Generative Design on the Web: SVG-Based Patterns

In this article, we’ll talk about using generative design to produce graphic patterns (in SVG format). Check out the interactive demo below, or skip right to the tutorial on how to build a generative system using JavaScript and SVG. Otherwise, read on to learn about what generative design is and why you might want to use it on the web!

What is Generative Design?

In a web project that uses graphic patterns for visual interest, it’s often well worth the effort to use a generative design approach rather than working primarily manually with design artifacts. With generative design, a rule-based system (written in code) generates images automatically. A generative system can be written in JavaScript, JSX, Python, PHP, or almost any other programming language. An extensive set of CSS rules can also serve as the basis for generative design (see Yuan Chuan’s CSS experiments). No matter the implementation, a generative system takes in certain parameters such as height, width, color palette (etc.), and automatically produces a near-infinite number of variations on a base design.

The key aspect of generative design that differentiates it from typical visual or interactive design is the self-conscious encoding of rules and relationships over objects and artifacts.

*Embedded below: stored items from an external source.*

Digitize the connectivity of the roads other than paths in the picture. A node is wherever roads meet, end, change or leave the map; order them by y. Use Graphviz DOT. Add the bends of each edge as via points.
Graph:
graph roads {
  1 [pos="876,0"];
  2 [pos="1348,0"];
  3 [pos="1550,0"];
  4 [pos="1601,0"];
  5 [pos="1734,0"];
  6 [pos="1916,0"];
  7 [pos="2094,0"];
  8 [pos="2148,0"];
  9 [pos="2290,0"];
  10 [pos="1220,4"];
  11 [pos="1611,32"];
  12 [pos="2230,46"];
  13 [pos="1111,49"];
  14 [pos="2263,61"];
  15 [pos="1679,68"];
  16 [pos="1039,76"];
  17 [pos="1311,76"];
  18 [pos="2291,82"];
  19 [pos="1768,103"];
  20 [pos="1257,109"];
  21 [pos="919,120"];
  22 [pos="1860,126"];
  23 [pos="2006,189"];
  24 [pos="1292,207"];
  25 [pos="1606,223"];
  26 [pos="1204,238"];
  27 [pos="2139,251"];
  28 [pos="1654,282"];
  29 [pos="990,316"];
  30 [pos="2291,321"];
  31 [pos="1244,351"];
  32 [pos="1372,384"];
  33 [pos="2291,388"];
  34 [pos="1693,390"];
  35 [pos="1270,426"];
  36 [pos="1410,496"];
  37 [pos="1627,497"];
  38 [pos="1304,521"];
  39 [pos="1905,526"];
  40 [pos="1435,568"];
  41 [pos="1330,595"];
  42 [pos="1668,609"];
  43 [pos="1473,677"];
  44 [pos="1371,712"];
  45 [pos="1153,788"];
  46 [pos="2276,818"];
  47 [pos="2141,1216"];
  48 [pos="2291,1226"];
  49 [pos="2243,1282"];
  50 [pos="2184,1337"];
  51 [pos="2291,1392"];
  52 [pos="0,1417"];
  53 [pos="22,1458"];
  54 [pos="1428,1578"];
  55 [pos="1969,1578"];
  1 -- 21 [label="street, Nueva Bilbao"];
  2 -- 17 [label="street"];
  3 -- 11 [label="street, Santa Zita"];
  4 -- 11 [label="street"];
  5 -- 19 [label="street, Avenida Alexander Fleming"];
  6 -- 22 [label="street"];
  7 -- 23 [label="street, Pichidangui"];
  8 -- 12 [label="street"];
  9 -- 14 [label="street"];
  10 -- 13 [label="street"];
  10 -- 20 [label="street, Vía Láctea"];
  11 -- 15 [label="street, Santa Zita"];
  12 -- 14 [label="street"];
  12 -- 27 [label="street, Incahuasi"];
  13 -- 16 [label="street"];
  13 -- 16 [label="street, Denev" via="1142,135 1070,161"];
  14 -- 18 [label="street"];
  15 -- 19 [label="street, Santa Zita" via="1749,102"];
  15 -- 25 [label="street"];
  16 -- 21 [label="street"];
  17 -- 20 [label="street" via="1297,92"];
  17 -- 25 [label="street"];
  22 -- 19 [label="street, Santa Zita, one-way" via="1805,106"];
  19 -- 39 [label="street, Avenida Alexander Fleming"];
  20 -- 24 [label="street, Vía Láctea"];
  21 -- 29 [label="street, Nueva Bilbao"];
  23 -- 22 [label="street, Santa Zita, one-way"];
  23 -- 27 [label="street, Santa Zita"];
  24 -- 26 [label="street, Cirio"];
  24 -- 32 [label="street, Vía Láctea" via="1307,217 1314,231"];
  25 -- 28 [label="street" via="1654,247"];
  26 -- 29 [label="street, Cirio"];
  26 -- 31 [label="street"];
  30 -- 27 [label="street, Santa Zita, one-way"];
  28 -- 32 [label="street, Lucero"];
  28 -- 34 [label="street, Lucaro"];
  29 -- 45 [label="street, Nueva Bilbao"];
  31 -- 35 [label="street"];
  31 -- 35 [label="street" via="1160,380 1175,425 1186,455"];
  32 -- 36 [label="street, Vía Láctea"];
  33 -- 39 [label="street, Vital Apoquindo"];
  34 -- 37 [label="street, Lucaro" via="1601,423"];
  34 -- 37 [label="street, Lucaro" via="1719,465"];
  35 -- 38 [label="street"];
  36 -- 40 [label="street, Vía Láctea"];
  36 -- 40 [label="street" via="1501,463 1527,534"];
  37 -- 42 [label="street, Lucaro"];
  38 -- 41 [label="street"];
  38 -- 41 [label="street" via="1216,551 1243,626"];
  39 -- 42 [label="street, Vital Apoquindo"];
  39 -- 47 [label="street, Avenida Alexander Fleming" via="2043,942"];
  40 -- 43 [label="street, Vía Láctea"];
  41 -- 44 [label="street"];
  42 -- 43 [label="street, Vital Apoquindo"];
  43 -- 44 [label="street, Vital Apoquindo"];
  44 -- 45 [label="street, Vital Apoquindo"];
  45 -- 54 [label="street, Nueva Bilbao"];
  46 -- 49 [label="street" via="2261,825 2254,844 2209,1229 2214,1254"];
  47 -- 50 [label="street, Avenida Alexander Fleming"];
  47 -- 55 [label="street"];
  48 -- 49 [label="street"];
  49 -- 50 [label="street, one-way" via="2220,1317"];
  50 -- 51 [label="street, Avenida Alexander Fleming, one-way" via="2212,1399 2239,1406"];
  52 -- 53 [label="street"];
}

For a designer producing an image, the decision-making takes place in their mind, their eyes, and their hands. Manipulating shapes, paths, and patterns, they assess their work critically and refine it based on aesthetic value judgments and (often unconscious) rules of layout, hierarchy, repetition, and so on. They also operate based on a set of rules that’s particular to the work at hand — for example, the rules for a minimalist geometric design might include separating elements by ample white space, utilizing a rigid, underlying grid, and placing a cap on the number of elements visible on screen at any given time. By contrast, the rules for a contemporary, edgy design might include overlaying filtered photos, juxtaposing type styles, and using clashing colors.

To go from the process above to a generative system, the designer’s opinions and values (basically, the things that drive design decisions) need to be translated into computations. The English phrase “separating elements by ample white space” might become a function that loops over data, and sets X and Y offsets based on a minimum distance threshold to the neighboring objects. “Using clashing colors” would likely operate on RGB or HSL values and return outputs based on minimum distances in color space. (In general, a lot of this type of process can be made easier by thinking spatially, or dimensionally!) In any case, basic programming, as well as math and geometry, are necessary skills to be able to encode generative design systems — but conversely, building such a system is a great way to remember that math is about much more than numbers, and that it can produce really beautiful, compelling visual imagery.

Why Generative Design?

Generative design has a clear payoff in terms of process and efficiency. Suppose that numerous variations of an asset are used in different contexts (such as header images or page dividers) but use the same base rules. In a traditional process, if the visual design changes, updating the images across all these locations requires a visual designer to spend hours tediously editing files, re-export, and upload the new images. With generative design, it becomes a matter of editing the code that makes up the generative system, which can instantly (or, in an exponentially shorter amount of time) produce the new images. If you know ahead of time that there will be multiple revisions or changes of direction requiring design iteration, a generative system can reduce the overhead around manual asset production.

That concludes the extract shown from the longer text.